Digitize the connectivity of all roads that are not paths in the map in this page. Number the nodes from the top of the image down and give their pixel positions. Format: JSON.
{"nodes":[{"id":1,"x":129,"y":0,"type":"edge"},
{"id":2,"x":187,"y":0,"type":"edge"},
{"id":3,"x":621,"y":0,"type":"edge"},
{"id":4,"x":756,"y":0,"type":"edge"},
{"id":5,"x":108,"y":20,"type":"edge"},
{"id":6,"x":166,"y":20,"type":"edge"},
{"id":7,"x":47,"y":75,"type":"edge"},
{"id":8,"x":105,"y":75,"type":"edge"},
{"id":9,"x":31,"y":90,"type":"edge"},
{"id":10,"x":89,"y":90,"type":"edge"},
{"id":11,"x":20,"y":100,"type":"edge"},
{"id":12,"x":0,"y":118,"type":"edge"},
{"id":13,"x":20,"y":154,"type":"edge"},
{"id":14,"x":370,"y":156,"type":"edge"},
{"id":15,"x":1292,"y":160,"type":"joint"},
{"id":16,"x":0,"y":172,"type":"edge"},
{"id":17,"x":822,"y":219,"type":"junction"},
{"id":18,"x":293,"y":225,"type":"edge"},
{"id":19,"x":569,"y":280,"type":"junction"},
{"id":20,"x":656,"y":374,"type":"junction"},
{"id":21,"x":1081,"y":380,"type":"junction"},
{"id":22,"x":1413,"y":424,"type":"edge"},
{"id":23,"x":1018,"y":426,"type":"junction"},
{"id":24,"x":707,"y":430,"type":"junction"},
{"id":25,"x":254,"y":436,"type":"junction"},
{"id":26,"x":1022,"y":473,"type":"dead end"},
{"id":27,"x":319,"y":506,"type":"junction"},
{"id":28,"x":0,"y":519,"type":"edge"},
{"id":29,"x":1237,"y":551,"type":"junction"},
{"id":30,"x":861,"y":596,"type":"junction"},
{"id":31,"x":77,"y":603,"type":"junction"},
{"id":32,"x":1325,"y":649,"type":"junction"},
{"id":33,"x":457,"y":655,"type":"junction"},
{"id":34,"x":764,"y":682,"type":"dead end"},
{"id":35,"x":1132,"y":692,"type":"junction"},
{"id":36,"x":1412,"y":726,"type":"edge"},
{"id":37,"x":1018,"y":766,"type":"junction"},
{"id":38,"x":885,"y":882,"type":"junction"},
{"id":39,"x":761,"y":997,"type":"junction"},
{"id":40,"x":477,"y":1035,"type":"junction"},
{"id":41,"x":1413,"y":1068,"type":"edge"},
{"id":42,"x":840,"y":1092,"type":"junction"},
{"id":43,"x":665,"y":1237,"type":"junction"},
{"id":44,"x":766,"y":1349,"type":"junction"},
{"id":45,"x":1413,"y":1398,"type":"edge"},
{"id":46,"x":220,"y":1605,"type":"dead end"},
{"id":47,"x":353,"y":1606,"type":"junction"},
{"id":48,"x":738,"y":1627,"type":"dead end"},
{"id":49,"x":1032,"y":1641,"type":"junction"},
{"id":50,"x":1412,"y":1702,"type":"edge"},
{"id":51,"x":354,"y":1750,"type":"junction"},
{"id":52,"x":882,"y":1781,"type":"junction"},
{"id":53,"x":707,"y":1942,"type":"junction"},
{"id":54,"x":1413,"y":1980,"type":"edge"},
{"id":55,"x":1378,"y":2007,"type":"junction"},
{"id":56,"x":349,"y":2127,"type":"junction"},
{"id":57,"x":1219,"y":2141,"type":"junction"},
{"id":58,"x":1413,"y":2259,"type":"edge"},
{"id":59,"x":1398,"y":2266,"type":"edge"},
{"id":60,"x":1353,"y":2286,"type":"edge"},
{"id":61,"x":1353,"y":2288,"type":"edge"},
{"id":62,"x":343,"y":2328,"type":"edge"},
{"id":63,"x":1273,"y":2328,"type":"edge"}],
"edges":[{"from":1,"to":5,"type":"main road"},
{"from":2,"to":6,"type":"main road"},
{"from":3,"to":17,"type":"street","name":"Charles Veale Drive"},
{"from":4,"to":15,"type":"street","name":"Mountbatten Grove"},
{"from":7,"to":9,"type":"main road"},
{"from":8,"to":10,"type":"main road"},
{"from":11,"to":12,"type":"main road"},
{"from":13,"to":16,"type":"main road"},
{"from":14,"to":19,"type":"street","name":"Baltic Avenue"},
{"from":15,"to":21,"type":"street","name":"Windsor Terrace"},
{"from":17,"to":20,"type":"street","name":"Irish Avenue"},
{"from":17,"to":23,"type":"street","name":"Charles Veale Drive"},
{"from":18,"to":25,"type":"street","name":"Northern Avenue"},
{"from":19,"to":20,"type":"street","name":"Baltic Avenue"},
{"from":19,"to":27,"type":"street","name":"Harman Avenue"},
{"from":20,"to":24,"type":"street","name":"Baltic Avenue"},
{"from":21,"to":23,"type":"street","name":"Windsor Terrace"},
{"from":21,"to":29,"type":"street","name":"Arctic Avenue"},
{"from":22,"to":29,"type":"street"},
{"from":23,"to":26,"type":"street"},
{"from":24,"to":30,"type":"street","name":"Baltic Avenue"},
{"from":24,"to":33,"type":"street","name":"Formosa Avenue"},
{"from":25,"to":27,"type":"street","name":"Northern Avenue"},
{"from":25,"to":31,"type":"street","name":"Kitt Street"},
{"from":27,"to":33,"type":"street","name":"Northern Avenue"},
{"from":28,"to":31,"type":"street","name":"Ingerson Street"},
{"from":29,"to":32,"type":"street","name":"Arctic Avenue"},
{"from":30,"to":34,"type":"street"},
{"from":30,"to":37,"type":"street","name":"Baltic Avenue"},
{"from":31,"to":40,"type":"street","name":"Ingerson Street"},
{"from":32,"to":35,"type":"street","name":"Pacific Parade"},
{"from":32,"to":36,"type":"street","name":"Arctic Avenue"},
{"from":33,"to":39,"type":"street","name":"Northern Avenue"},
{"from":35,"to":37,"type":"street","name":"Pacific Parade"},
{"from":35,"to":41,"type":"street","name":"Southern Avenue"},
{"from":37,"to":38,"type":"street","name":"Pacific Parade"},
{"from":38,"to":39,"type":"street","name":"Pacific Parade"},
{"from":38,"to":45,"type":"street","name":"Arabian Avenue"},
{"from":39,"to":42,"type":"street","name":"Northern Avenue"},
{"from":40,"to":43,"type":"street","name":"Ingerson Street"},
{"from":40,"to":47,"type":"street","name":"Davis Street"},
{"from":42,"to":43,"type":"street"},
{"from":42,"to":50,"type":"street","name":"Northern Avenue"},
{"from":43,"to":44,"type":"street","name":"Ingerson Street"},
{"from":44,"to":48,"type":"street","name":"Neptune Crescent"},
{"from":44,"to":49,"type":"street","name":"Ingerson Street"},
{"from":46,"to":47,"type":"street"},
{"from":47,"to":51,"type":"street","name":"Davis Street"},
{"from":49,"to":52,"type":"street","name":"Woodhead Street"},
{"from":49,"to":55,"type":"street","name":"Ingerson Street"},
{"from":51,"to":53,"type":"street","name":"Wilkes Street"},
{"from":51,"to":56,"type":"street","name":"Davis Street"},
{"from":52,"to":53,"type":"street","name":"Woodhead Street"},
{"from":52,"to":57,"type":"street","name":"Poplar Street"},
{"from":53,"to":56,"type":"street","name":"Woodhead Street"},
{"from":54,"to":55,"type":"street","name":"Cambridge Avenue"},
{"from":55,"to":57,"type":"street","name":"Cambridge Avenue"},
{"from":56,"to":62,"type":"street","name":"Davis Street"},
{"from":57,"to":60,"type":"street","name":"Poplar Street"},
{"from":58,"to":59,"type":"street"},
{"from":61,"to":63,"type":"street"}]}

——

*Work item*: For the entries above, give only the number of lines that contain the word "Baltic".

*Output of the task*: 5